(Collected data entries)
------------------------

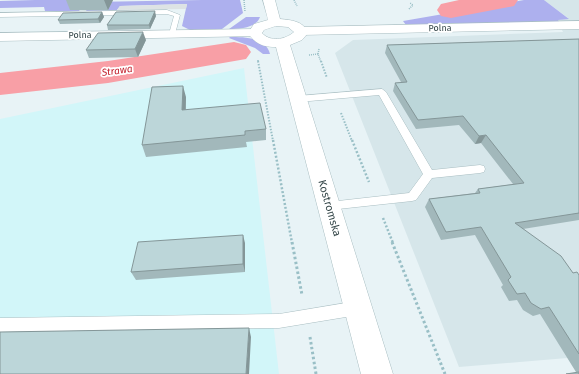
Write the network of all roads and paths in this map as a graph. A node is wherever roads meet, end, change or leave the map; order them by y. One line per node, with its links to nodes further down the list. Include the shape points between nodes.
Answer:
1 (269, 0): 5 (street, Kostromska)
2 (0, 15): 6 (lane, via 167,12 177,15)
3 (576, 28): 5 (street, Polna)
4 (255, 32): 5 (street, via 261,25); 5 (street, via 257,37 263,40); 6 (street, Polna)
5 (286, 32): 9 (street, Kostromska)
6 (172, 34): 7 (street, Polna)
7 (0, 37)
8 (258, 58): 14 (path)
9 (298, 99): 11 (lane, via 382,92); 12 (street, Kostromska)
10 (480, 168): 11 (lane)
11 (429, 174): 12 (lane, via 412,197)
12 (329, 206): 13 (street, Kostromska)
13 (358, 308): 14 (lane); 17 (street, Kostromska)
14 (306, 316): 15 (lane, via 279,321); 16 (path)
15 (0, 325)
16 (316, 374)
17 (377, 374)

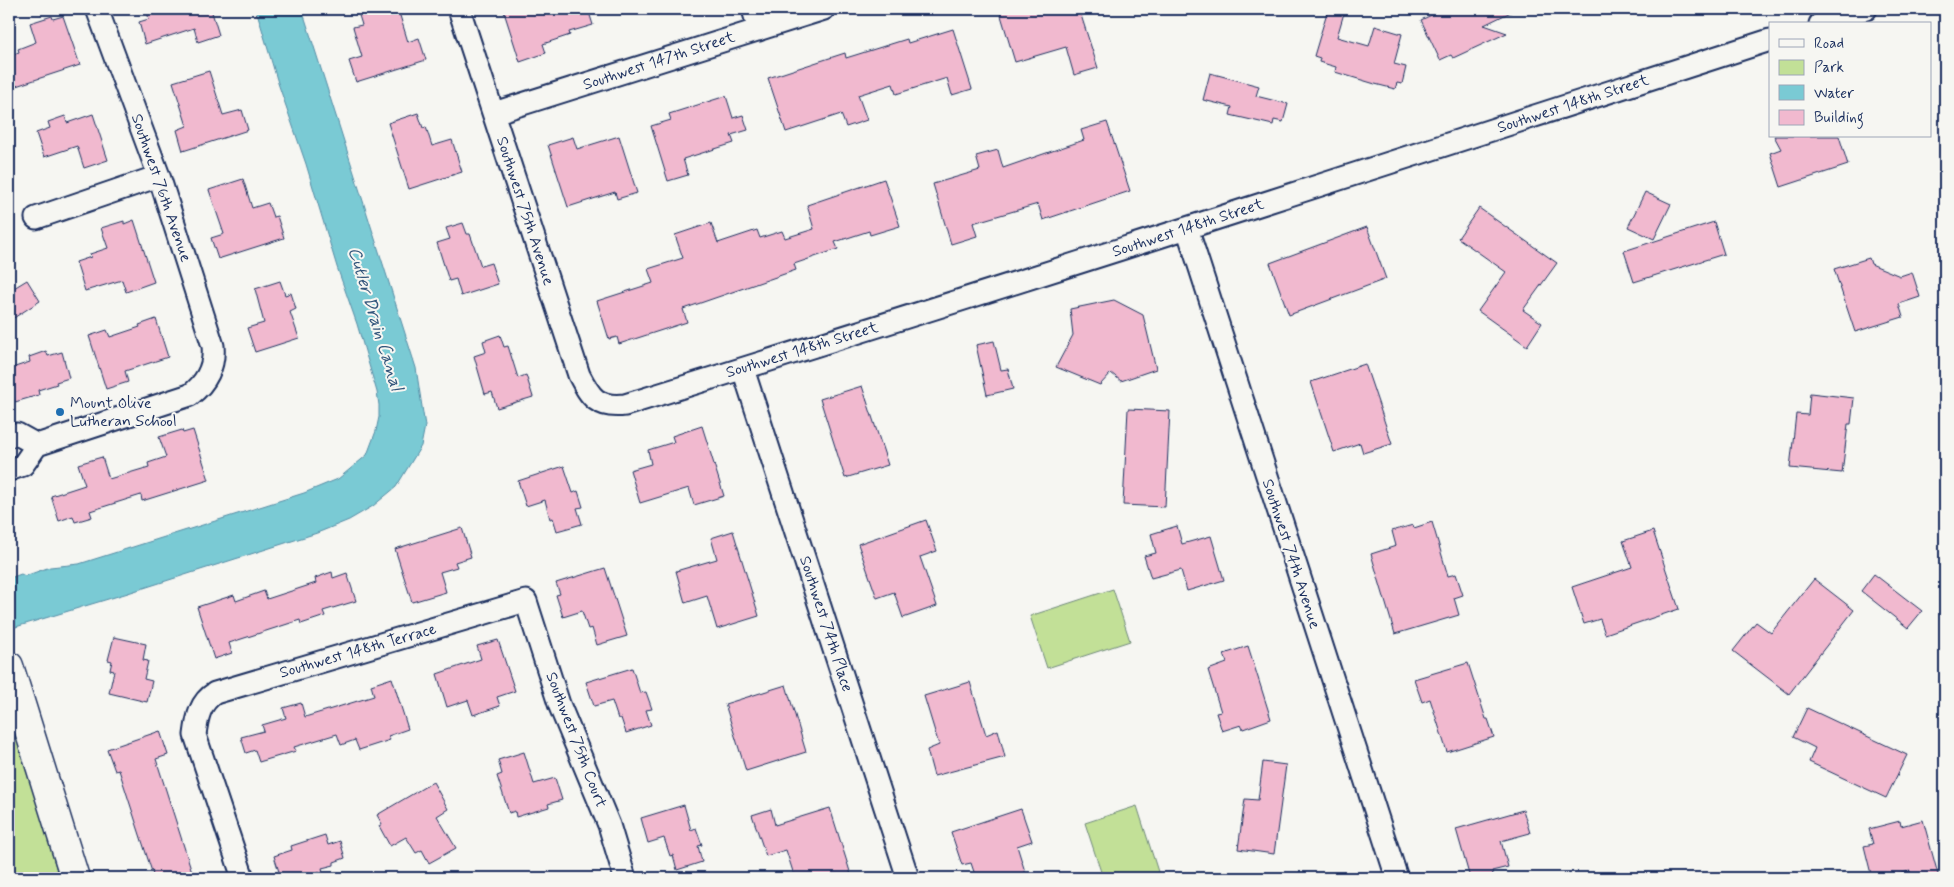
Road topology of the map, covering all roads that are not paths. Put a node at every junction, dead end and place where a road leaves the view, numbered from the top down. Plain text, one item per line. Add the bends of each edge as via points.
1 (96, 9) edge
2 (459, 9) edge
3 (753, 9) edge
4 (824, 9) edge
5 (1866, 9) edge
6 (1826, 22) edge
7 (759, 30) junction
8 (1769, 40) edge
9 (494, 113) junction
10 (159, 176) junction
11 (36, 218) dead end
12 (1187, 228) junction
13 (743, 369) junction
14 (603, 405) joint
15 (9, 436) edge
16 (37, 445) junction
17 (9, 470) edge
18 (526, 602) joint
19 (9, 666) edge
20 (75, 878) edge
21 (243, 878) edge
22 (625, 878) edge
23 (908, 878) edge
24 (1397, 878) edge

1 - 10 street, Southwest 76th Avenue
2 - 9 street, Southwest 75th Avenue
3 - 7 street
4 - 7 street, Southwest 147th Street
5 - 6 street
7 - 9 street, Southwest 147th Street
8 - 12 street, Southwest 148th Street
9 - 14 street, Southwest 75th Avenue via 578,375 592,397
10 - 11 street
10 - 16 street, Southwest 76th Avenue via 213,346 210,370 190,395
12 - 13 street, Southwest 148th Street
12 - 24 street, Southwest 74th Avenue
13 - 14 street, Southwest 148th Street via 625,405
13 - 23 street, Southwest 74th Place
15 - 16 street via 17,434
16 - 17 street via 23,465
18 - 21 street, Southwest 148th Terrace via 216,693 206,702 199,714 196,741
18 - 22 street, Southwest 75th Court via 559,704 608,825
19 - 20 street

------------------------

Your task: No pictures go in the copy. Set down all the data exactly.

Output for this exercise:
Write the network of all roads and paths in this map as a graph. A node is wherever roads meet, end, change or leave the map; order them by y. One line per node, with its links to nodes further down the list. Include the shape points between nodes.
Answer:
1 (269, 0): 5 (street, Kostromska)
2 (0, 15): 6 (lane, via 167,12 177,15)
3 (576, 28): 5 (street, Polna)
4 (255, 32): 5 (street, via 261,25); 5 (street, via 257,37 263,40); 6 (street, Polna)
5 (286, 32): 9 (street, Kostromska)
6 (172, 34): 7 (street, Polna)
7 (0, 37)
8 (258, 58): 14 (path)
9 (298, 99): 11 (lane, via 382,92); 12 (street, Kostromska)
10 (480, 168): 11 (lane)
11 (429, 174): 12 (lane, via 412,197)
12 (329, 206): 13 (street, Kostromska)
13 (358, 308): 14 (lane); 17 (street, Kostromska)
14 (306, 316): 15 (lane, via 279,321); 16 (path)
15 (0, 325)
16 (316, 374)
17 (377, 374)

Road topology of the map, covering all roads that are not paths. Put a node at every junction, dead end and place where a road leaves the view, numbered from the top down. Plain text, one item per line. Add the bends of each edge as via points.
1 (96, 9) edge
2 (459, 9) edge
3 (753, 9) edge
4 (824, 9) edge
5 (1866, 9) edge
6 (1826, 22) edge
7 (759, 30) junction
8 (1769, 40) edge
9 (494, 113) junction
10 (159, 176) junction
11 (36, 218) dead end
12 (1187, 228) junction
13 (743, 369) junction
14 (603, 405) joint
15 (9, 436) edge
16 (37, 445) junction
17 (9, 470) edge
18 (526, 602) joint
19 (9, 666) edge
20 (75, 878) edge
21 (243, 878) edge
22 (625, 878) edge
23 (908, 878) edge
24 (1397, 878) edge

1 - 10 street, Southwest 76th Avenue
2 - 9 street, Southwest 75th Avenue
3 - 7 street
4 - 7 street, Southwest 147th Street
5 - 6 street
7 - 9 street, Southwest 147th Street
8 - 12 street, Southwest 148th Street
9 - 14 street, Southwest 75th Avenue via 578,375 592,397
10 - 11 street
10 - 16 street, Southwest 76th Avenue via 213,346 210,370 190,395
12 - 13 street, Southwest 148th Street
12 - 24 street, Southwest 74th Avenue
13 - 14 street, Southwest 148th Street via 625,405
13 - 23 street, Southwest 74th Place
15 - 16 street via 17,434
16 - 17 street via 23,465
18 - 21 street, Southwest 148th Terrace via 216,693 206,702 199,714 196,741
18 - 22 street, Southwest 75th Court via 559,704 608,825
19 - 20 street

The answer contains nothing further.